Uses and Disclosures Requiring Authorization

 

  • We may use or disclose PHI for purposes outside of treatment, payment and healthcare operations when you authorization is obtained.  In those instances when we are asked for information for purposes outside of treatment and payment operations, we will obtain an authorization from you before releasing this information.
  • You may revoke or modify all such authorization of PHI at any time; however, the revocation or modification is not effective until we receive it.

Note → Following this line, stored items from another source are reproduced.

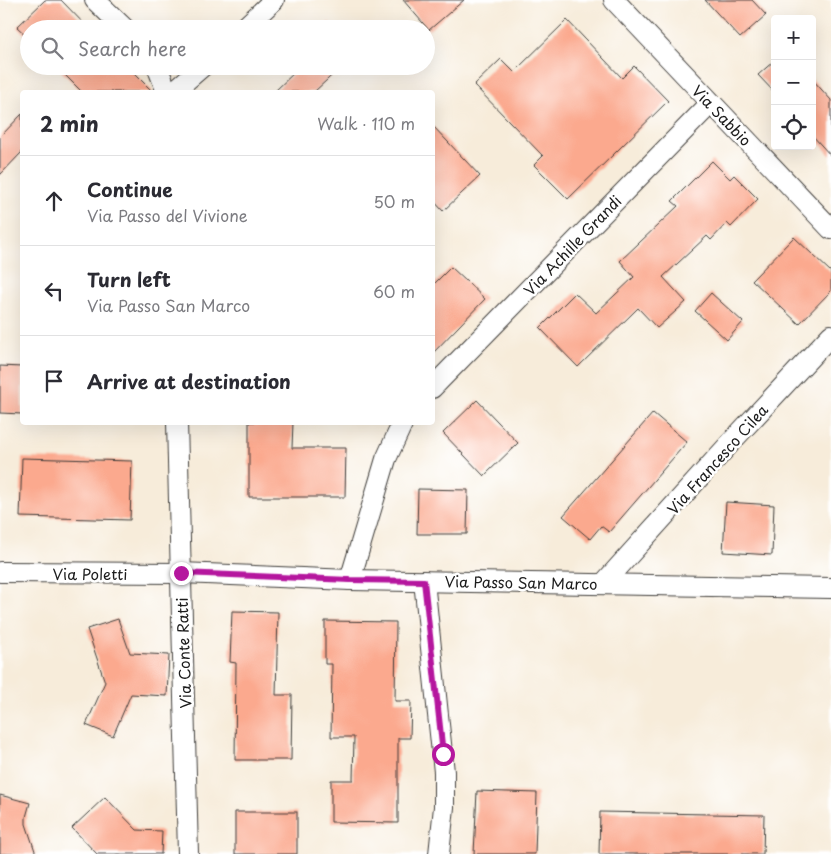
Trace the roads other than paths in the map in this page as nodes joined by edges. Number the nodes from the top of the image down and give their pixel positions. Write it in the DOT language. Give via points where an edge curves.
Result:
graph roads {
  1 [pos="95,0"];
  2 [pos="274,0"];
  3 [pos="614,0"];
  4 [pos="116,20"];
  5 [pos="253,20"];
  6 [pos="161,75"];
  7 [pos="193,75"];
  8 [pos="167,90"];
  9 [pos="175,90"];
  10 [pos="711,103"];
  11 [pos="831,229"];
  12 [pos="831,335"];
  13 [pos="435,385"];
  14 [pos="177,425"];
  15 [pos="402,425"];
  16 [pos="0,572"];
  17 [pos="181,573"];
  18 [pos="350,580"];
  19 [pos="424,581"];
  20 [pos="604,583"];
  21 [pos="831,588"];
  22 [pos="188,854"];
  23 [pos="439,854"];
  1 -- 4 [label="street"];
  2 -- 5 [label="street"];
  3 -- 10 [label="street, Via Sabbio"];
  6 -- 8 [label="street"];
  7 -- 9 [label="street"];
  10 -- 11 [label="street, Via Sabbio"];
  10 -- 13 [label="street, Via Achille Grandi"];
  12 -- 20 [label="street, Via Francesco Cilea"];
  14 -- 17 [label="street, Via Conte Ratti"];
  15 -- 18 [label="street" via="386,459"];
  16 -- 17 [label="street, Via Poletti"];
  17 -- 18 [label="street, Via Passo San Marco"];
  17 -- 22 [label="street, Via Conte Ratti"];
  18 -- 19 [label="street, Via Passo San Marco"];
  19 -- 20 [label="street, Via Passo San Marco"];
  19 -- 23 [label="street" via="444,772"];
  20 -- 21 [label="street, Via Passo San Marco"];
}
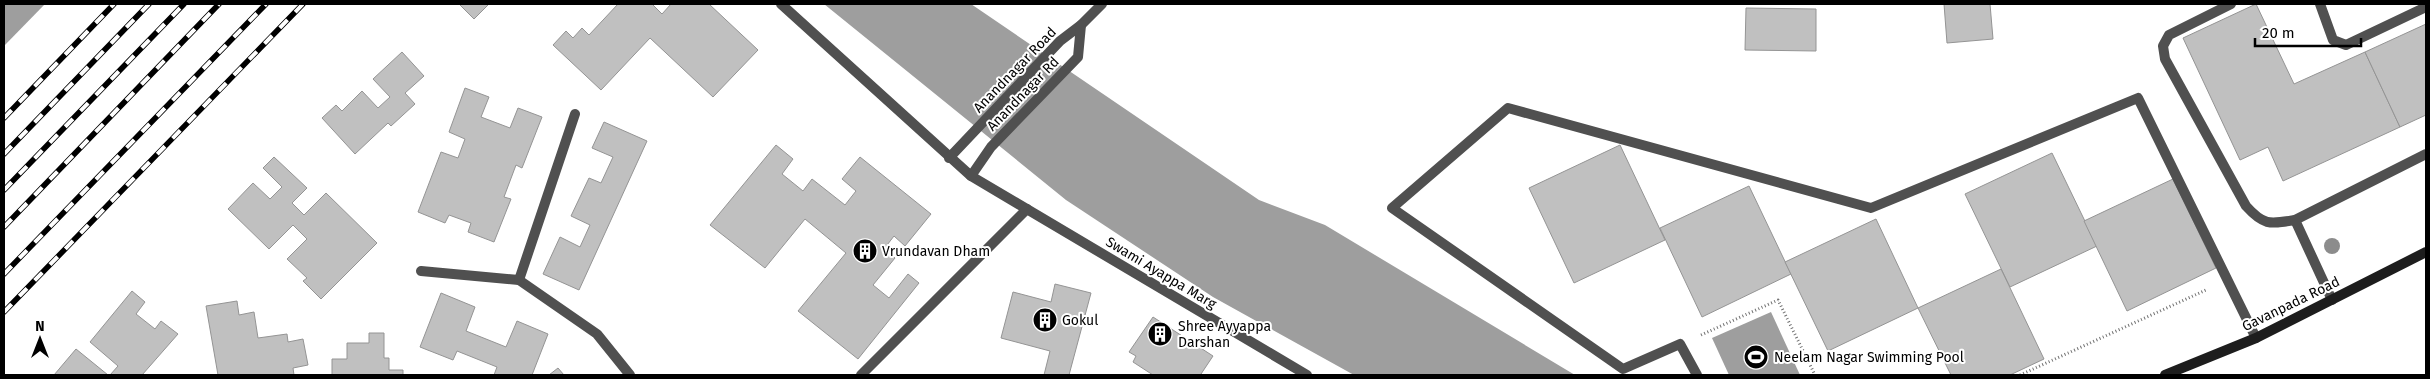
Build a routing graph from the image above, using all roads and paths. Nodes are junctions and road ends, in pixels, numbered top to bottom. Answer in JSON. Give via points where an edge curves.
{"nodes":[{"id":1,"x":781,"y":4,"type":"edge"},
{"id":2,"x":1102,"y":4,"type":"edge"},
{"id":3,"x":2231,"y":4,"type":"edge"},
{"id":4,"x":2320,"y":4,"type":"edge"},
{"id":5,"x":2426,"y":7,"type":"edge"},
{"id":6,"x":1081,"y":25,"type":"junction"},
{"id":7,"x":575,"y":114,"type":"dead end"},
{"id":8,"x":2426,"y":154,"type":"edge"},
{"id":9,"x":949,"y":158,"type":"junction"},
{"id":10,"x":971,"y":176,"type":"junction"},
{"id":11,"x":1027,"y":209,"type":"junction"},
{"id":12,"x":2296,"y":220,"type":"junction"},
{"id":13,"x":2426,"y":252,"type":"edge"},
{"id":14,"x":421,"y":271,"type":"dead end"},
{"id":15,"x":520,"y":280,"type":"junction"},
{"id":16,"x":2227,"y":280,"type":"junction"},
{"id":17,"x":2332,"y":300,"type":"junction"},
{"id":18,"x":2256,"y":338,"type":"junction"},
{"id":19,"x":1680,"y":344,"type":"junction"},
{"id":20,"x":630,"y":375,"type":"edge"},
{"id":21,"x":862,"y":375,"type":"edge"},
{"id":22,"x":1307,"y":375,"type":"edge"},
{"id":23,"x":1697,"y":375,"type":"edge"},
{"id":24,"x":1815,"y":375,"type":"edge"},
{"id":25,"x":2020,"y":375,"type":"edge"},
{"id":26,"x":2165,"y":375,"type":"edge"}],
"edges":[{"from":1,"to":9,"type":"street","name":"Swami Ayappa Marg"},
{"from":2,"to":6,"type":"street","name":"Anandnagar Road"},
{"from":3,"to":12,"type":"street","via":[[2169,35],[2163,46],[2165,59],[2246,206],[2259,220],[2272,224]]},
{"from":4,"to":5,"type":"street","via":[[2333,40],[2346,45]]},
{"from":6,"to":9,"type":"street","name":"Anandnagar Road","via":[[1060,41]]},
{"from":6,"to":10,"type":"street","name":"Anandnagar Rd","via":[[1078,57],[991,146]]},
{"from":7,"to":15,"type":"street"},
{"from":8,"to":12,"type":"street"},
{"from":9,"to":10,"type":"street","name":"Swami Ayappa Marg"},
{"from":10,"to":11,"type":"street","name":"Swami Ayappa Marg"},
{"from":11,"to":21,"type":"street"},
{"from":11,"to":22,"type":"street","name":"Swami Ayappa Marg"},
{"from":12,"to":17,"type":"street"},
{"from":13,"to":17,"type":"street","name":"Gavanpada Road"},
{"from":14,"to":15,"type":"street"},
{"from":15,"to":20,"type":"street","via":[[597,334]]},
{"from":16,"to":18,"type":"street"},
{"from":16,"to":19,"type":"street","via":[[2138,98],[1870,208],[1508,108],[1392,208],[1623,369]]},
{"from":16,"to":25,"type":"path"},
{"from":17,"to":18,"type":"street","name":"Gavanpada Road"},
{"from":18,"to":26,"type":"street","name":"Gavanpada Road"},
{"from":19,"to":23,"type":"street"},
{"from":19,"to":24,"type":"path","via":[[1778,300]]}]}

Uses and Disclosures Without Consent or Authorization


We may use or disclose PHI without your consent or authorization in the following circumstances:

Child Abuse: Whenever we, in our professional capacity, have knowledge of or observe a child we know or reasonably suspect, has been the victim of child abuse or neglect, we must immediately report this to a police department or sheriff's department, county probation department, or county welfare department.  Also, if we have knowledge of or reasonable suspect that mental suffering has been inflicted upon a child or that his or her emotional well being is endangered in any other way, we may report it to the above agencies.

Adult and Domestic Abuse: If we, in our professional capacity, have observed or have knowledge of an incident that reasonable appears to be physical abuse, abandonment, abduction, isolation, financial abuse or neglect of an elder or dependent adult, or if we are told by an elder or dependent adult that she or he has experienced these, or if we reasonably suspect such, we must report the known or suspected abuse immediately to the local  law enforcement agency.

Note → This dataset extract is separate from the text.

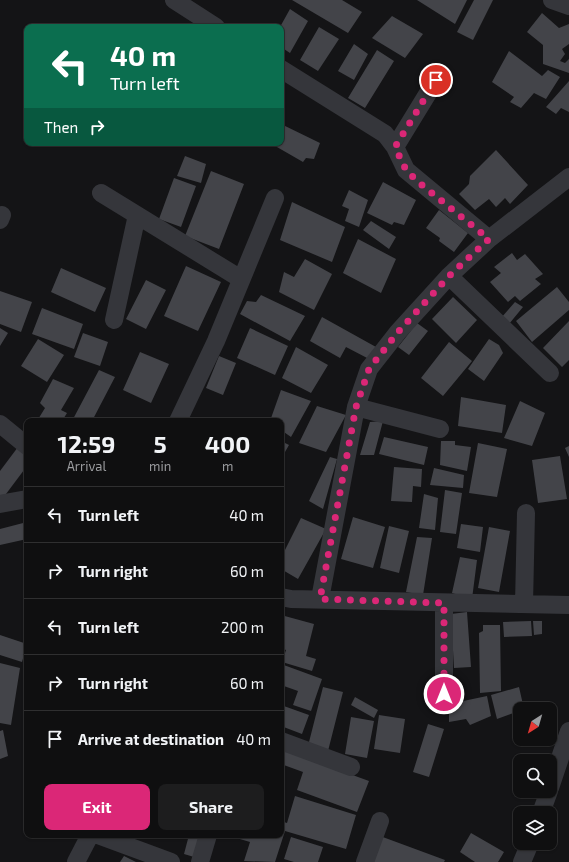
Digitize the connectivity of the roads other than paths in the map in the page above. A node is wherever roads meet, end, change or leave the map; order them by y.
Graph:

We do not have to report such an incident if:
 

  1. We have been told by an elder or dependent adult that he or she has experienced behavior constituting physical abuse, abandonment, abduction, isolation, financial abuse or neglect.
  2. We are not aware of any independent evidence  that corroborates the statement that the abuse has occurred.
  3. The elder or dependent adult has been diagnosed with a mental illness or dementia, or is the subject of a court-ordered conservatorship because of a mental illness or dementia.
  4. In the exercise of clinical judgment, we reasonably believe that the abuse did not occur.

Judicial or Administrative Proceedings:

If you are involved in a court proceeding and a request is made about the professional services that we have provided you, your information will not be released prior to (1) your written authorization or the authorization of your attorney or personal representative; (2) a court order; (3) a subpoena, affidavit and the appropriate notice, and you have not notified us that you are bringing a motion in the court to block or modify the subpoena.  The privilege does not apply when you are being evaluated for a third party or where the evaluation is court ordered.  We will inform you in advance if this is the case.

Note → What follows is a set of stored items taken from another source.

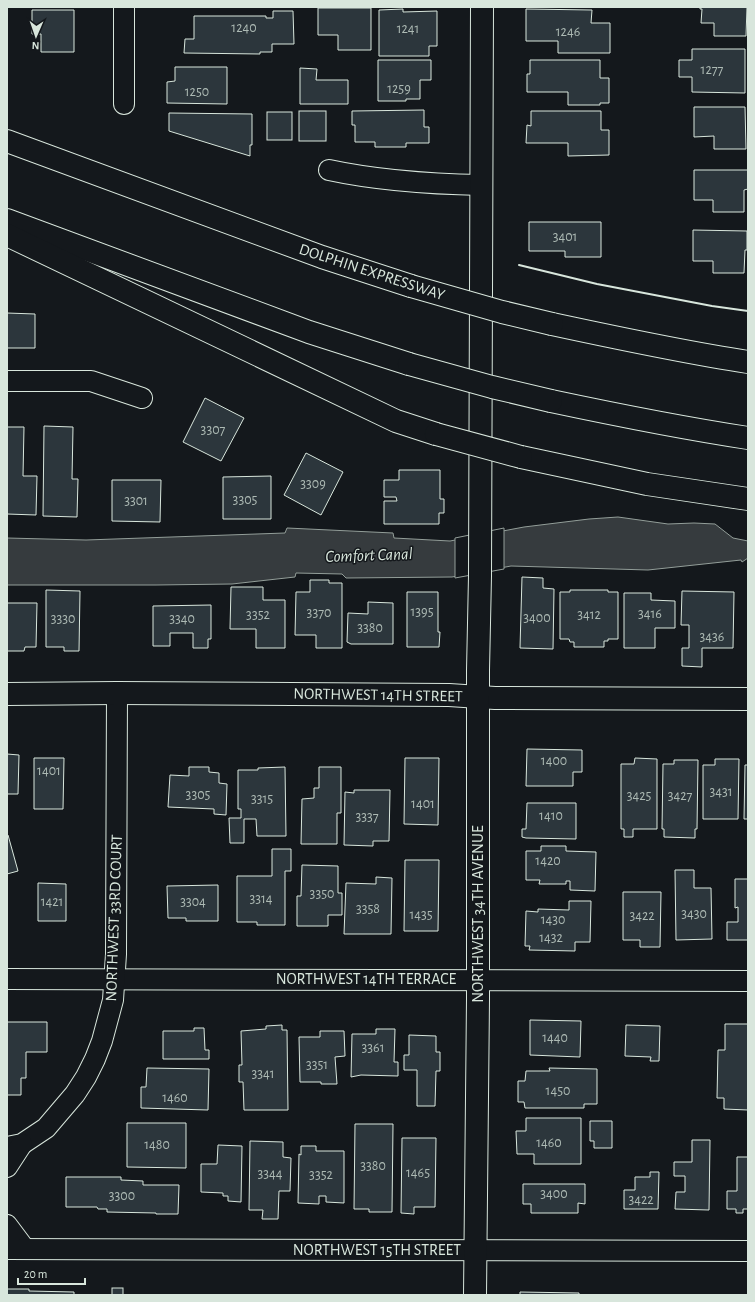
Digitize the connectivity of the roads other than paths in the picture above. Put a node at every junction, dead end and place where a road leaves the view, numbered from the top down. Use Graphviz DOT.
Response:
graph roads {
  1 [pos="124,7"];
  2 [pos="482,7"];
  3 [pos="124,104"];
  4 [pos="7,141"];
  5 [pos="329,170"];
  6 [pos="481,185"];
  7 [pos="7,220"];
  8 [pos="7,235"];
  9 [pos="748,362"];
  10 [pos="7,381"];
  11 [pos="142,398"];
  12 [pos="748,438"];
  13 [pos="748,499"];
  14 [pos="117,693"];
  15 [pos="7,694"];
  16 [pos="478,697"];
  17 [pos="748,698"];
  18 [pos="7,979"];
  19 [pos="115,979"];
  20 [pos="478,980"];
  21 [pos="748,981"];
  22 [pos="14,1146"];
  23 [pos="7,1167"];
  24 [pos="7,1225"];
  25 [pos="16,1249"];
  26 [pos="476,1250"];
  27 [pos="748,1251"];
  28 [pos="475,1295"];
  1 -- 3 [label="street"];
  2 -- 6 [label="main road, NORTHWEST 34TH AVENUE"];
  4 -- 9 [label="main road, DOLPHIN EXPRESSWAY, bridge"];
  5 -- 6 [label="street"];
  6 -- 16 [label="main road, NORTHWEST 34TH AVENUE"];
  7 -- 12 [label="main road, bridge"];
  8 -- 13 [label="main road, bridge"];
  10 -- 11 [label="street"];
  14 -- 15 [label="main road, NORTHWEST 14TH STREET"];
  14 -- 16 [label="main road, NORTHWEST 14TH STREET"];
  14 -- 19 [label="street, NORTHWEST 33RD COURT"];
  16 -- 17 [label="main road, NORTHWEST 14TH STREET"];
  16 -- 20 [label="main road, NORTHWEST 34TH AVENUE"];
  18 -- 19 [label="street, NORTHWEST 14TH TERRACE"];
  19 -- 20 [label="street, NORTHWEST 14TH TERRACE"];
  19 -- 22 [label="street, NORTHWEST 33RD COURT"];
  20 -- 21 [label="street, NORTHWEST 14TH TERRACE"];
  20 -- 26 [label="main road, NORTHWEST 34TH AVENUE"];
  22 -- 23 [label="street"];
  24 -- 25 [label="street"];
  25 -- 26 [label="street, NORTHWEST 15TH STREET"];
  26 -- 27 [label="street, NORTHWEST 15TH STREET"];
  26 -- 28 [label="main road, NORTHWEST 34TH AVENUE"];
}
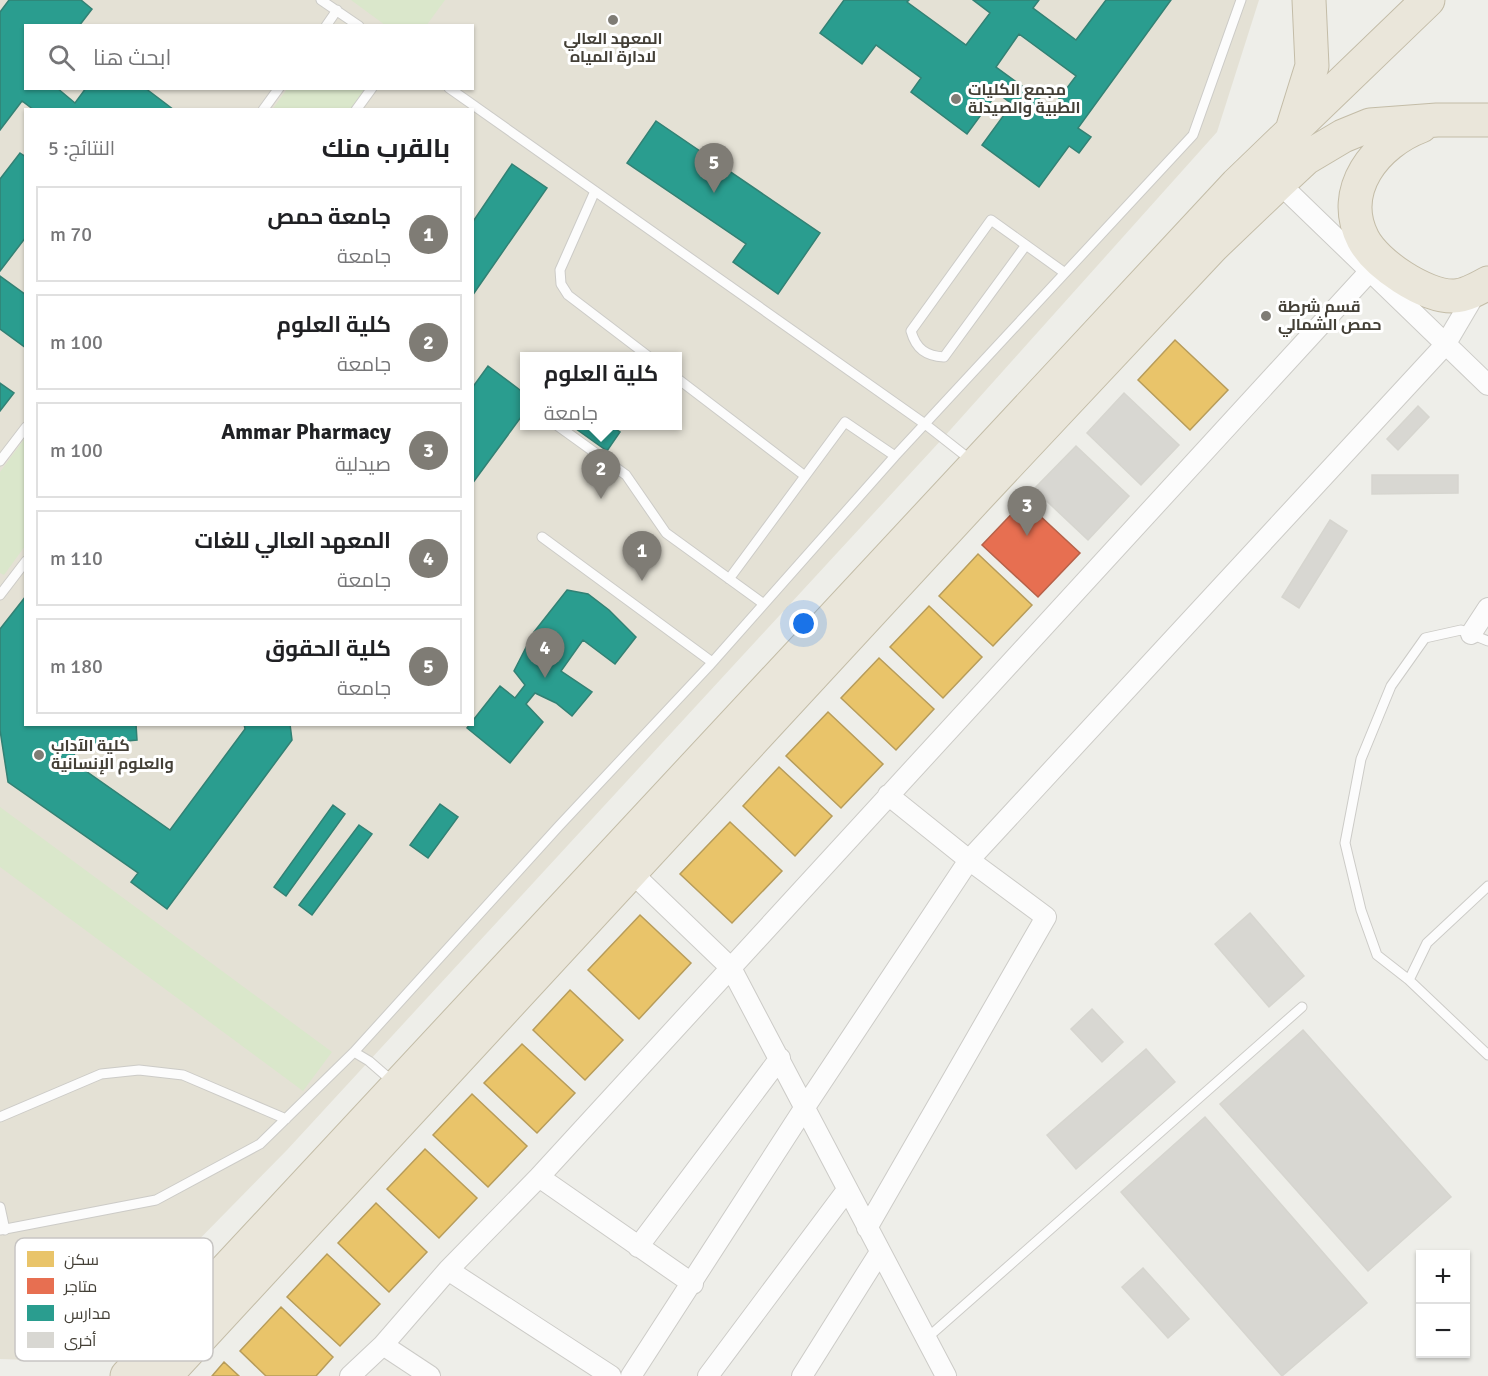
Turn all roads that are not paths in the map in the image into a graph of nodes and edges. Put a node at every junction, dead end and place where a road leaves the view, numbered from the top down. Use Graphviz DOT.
graph roads {
  1 [pos="321,0"];
  2 [pos="1241,0"];
  3 [pos="1310,0"];
  4 [pos="1428,0"];
  5 [pos="338,10"];
  6 [pos="328,24"];
  7 [pos="356,24"];
  8 [pos="278,90"];
  9 [pos="371,90"];
  10 [pos="452,90"];
  11 [pos="264,108"];
  12 [pos="357,108"];
  13 [pos="1437,120"];
  14 [pos="1488,120"];
  15 [pos="1292,131"];
  16 [pos="1279,183"];
  17 [pos="595,191"];
  18 [pos="1026,245"];
  19 [pos="1377,266"];
  20 [pos="1065,273"];
  21 [pos="1484,286"];
  22 [pos="1445,345"];
  23 [pos="642,352"];
  24 [pos="682,382"];
  25 [pos="1488,385"];
  26 [pos="926,424"];
  27 [pos="24,429"];
  28 [pos="564,430"];
  29 [pos="895,456"];
  30 [pos="0,460"];
  31 [pos="976,465"];
  32 [pos="805,477"];
  33 [pos="542,537"];
  34 [pos="24,563"];
  35 [pos="729,579"];
  36 [pos="3,584"];
  37 [pos="0,595"];
  38 [pos="764,604"];
  39 [pos="1488,608"];
  40 [pos="1480,638"];
  41 [pos="712,662"];
  42 [pos="888,795"];
  43 [pos="969,860"];
  44 [pos="630,871"];
  45 [pos="1488,886"];
  46 [pos="731,968"];
  47 [pos="1409,980"];
  48 [pos="1302,1007"];
  49 [pos="354,1052"];
  50 [pos="1488,1054"];
  51 [pos="780,1058"];
  52 [pos="397,1085"];
  53 [pos="805,1107"];
  54 [pos="0,1117"];
  55 [pos="285,1119"];
  56 [pos="539,1177"];
  57 [pos="847,1190"];
  58 [pos="0,1207"];
  59 [pos="867,1228"];
  60 [pos="3,1230"];
  61 [pos="638,1247"];
  62 [pos="880,1251"];
  63 [pos="448,1270"];
  64 [pos="213,1283"];
  65 [pos="693,1284"];
  66 [pos="213,1324"];
  67 [pos="926,1339"];
  68 [pos="382,1345"];
  69 [pos="141,1361"];
  70 [pos="179,1361"];
  71 [pos="127,1376"];
  72 [pos="165,1376"];
  73 [pos="350,1376"];
  74 [pos="430,1376"];
  75 [pos="611,1376"];
  76 [pos="631,1376"];
  77 [pos="708,1376"];
  78 [pos="802,1376"];
  79 [pos="946,1376"];
  1 -- 5 [label="lane"];
  2 -- 20 [label="lane"];
  3 -- 15 [label="highway"];
  4 -- 15 [label="highway"];
  5 -- 6 [label="lane"];
  5 -- 7 [label="lane"];
  8 -- 11 [label="lane"];
  9 -- 12 [label="lane"];
  10 -- 17 [label="lane"];
  13 -- 14 [label="highway"];
  13 -- 16 [label="highway"];
  13 -- 19 [label="highway"];
  15 -- 31 [label="highway"];
  16 -- 19 [label="street"];
  16 -- 44 [label="highway"];
  17 -- 23 [label="lane"];
  17 -- 26 [label="lane"];
  18 -- 18 [label="lane"];
  18 -- 20 [label="lane"];
  19 -- 21 [label="highway"];
  19 -- 22 [label="street"];
  19 -- 42 [label="street"];
  20 -- 26 [label="lane"];
  21 -- 22 [label="street"];
  22 -- 25 [label="street"];
  22 -- 43 [label="street"];
  24 -- 32 [label="lane"];
  26 -- 29 [label="lane"];
  26 -- 31 [label="lane"];
  27 -- 30 [label="lane"];
  28 -- 35 [label="lane"];
  29 -- 32 [label="lane"];
  29 -- 38 [label="lane"];
  31 -- 52 [label="highway"];
  32 -- 35 [label="lane"];
  33 -- 41 [label="lane"];
  34 -- 36 [label="lane"];
  35 -- 38 [label="lane"];
  36 -- 37 [label="lane"];
  38 -- 41 [label="lane"];
  39 -- 40 [label="street"];
  40 -- 47 [label="lane"];
  41 -- 49 [label="lane"];
  42 -- 43 [label="street"];
  42 -- 46 [label="street"];
  43 -- 53 [label="street"];
  43 -- 59 [label="street"];
  44 -- 46 [label="street"];
  44 -- 66 [label="highway"];
  45 -- 47 [label="lane"];
  46 -- 51 [label="street"];
  46 -- 56 [label="street"];
  47 -- 50 [label="lane"];
  48 -- 67 [label="lane"];
  49 -- 52 [label="lane"];
  49 -- 55 [label="lane"];
  51 -- 53 [label="street"];
  51 -- 61 [label="street"];
  52 -- 64 [label="highway"];
  53 -- 57 [label="street"];
  53 -- 65 [label="street"];
  54 -- 55 [label="lane"];
  55 -- 60 [label="lane"];
  56 -- 61 [label="street"];
  56 -- 63 [label="street"];
  57 -- 59 [label="street"];
  57 -- 77 [label="street"];
  58 -- 60 [label="lane"];
  59 -- 62 [label="street"];
  61 -- 65 [label="street"];
  62 -- 67 [label="street"];
  62 -- 78 [label="street"];
  63 -- 68 [label="street"];
  63 -- 75 [label="street"];
  65 -- 76 [label="street"];
  67 -- 79 [label="street"];
  68 -- 73 [label="street"];
  68 -- 74 [label="street"];
  69 -- 71 [label="highway"];
  70 -- 72 [label="highway"];
}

Serious Threat to Health or Safety:

If you communicate to us a serious threat of physical violence against an identifiable victim, we must make reasonable efforts to communicate that information to the potential victim and to the police.  If we have reasonable cause to believe that you are in such a condition as to be dangerous to yourself or others, we may release relevant information as necessary to prevent the threatened danger.


Questions and Complaints


If you have questions about this notice, disagree with a decision we make about access to your records, or have other concerns about privacy rights, you may contact us at:
    The Dr. De LLanos Clinic
    Ariel De LLanos, M.D., CEO
    32605 Highway 79 South, Suite 219
    Temecula, California 92592
    Ph: 951-506-9112


Effective Date, Restrictions, and Changes to Privacy Policy


This notice will go into effect on November 14, 2005.

We reserve the right to change the terms of this notice and to make the new notice provisions effective for all PHI that we maintain.  If requested, we will provide you with a revised notice.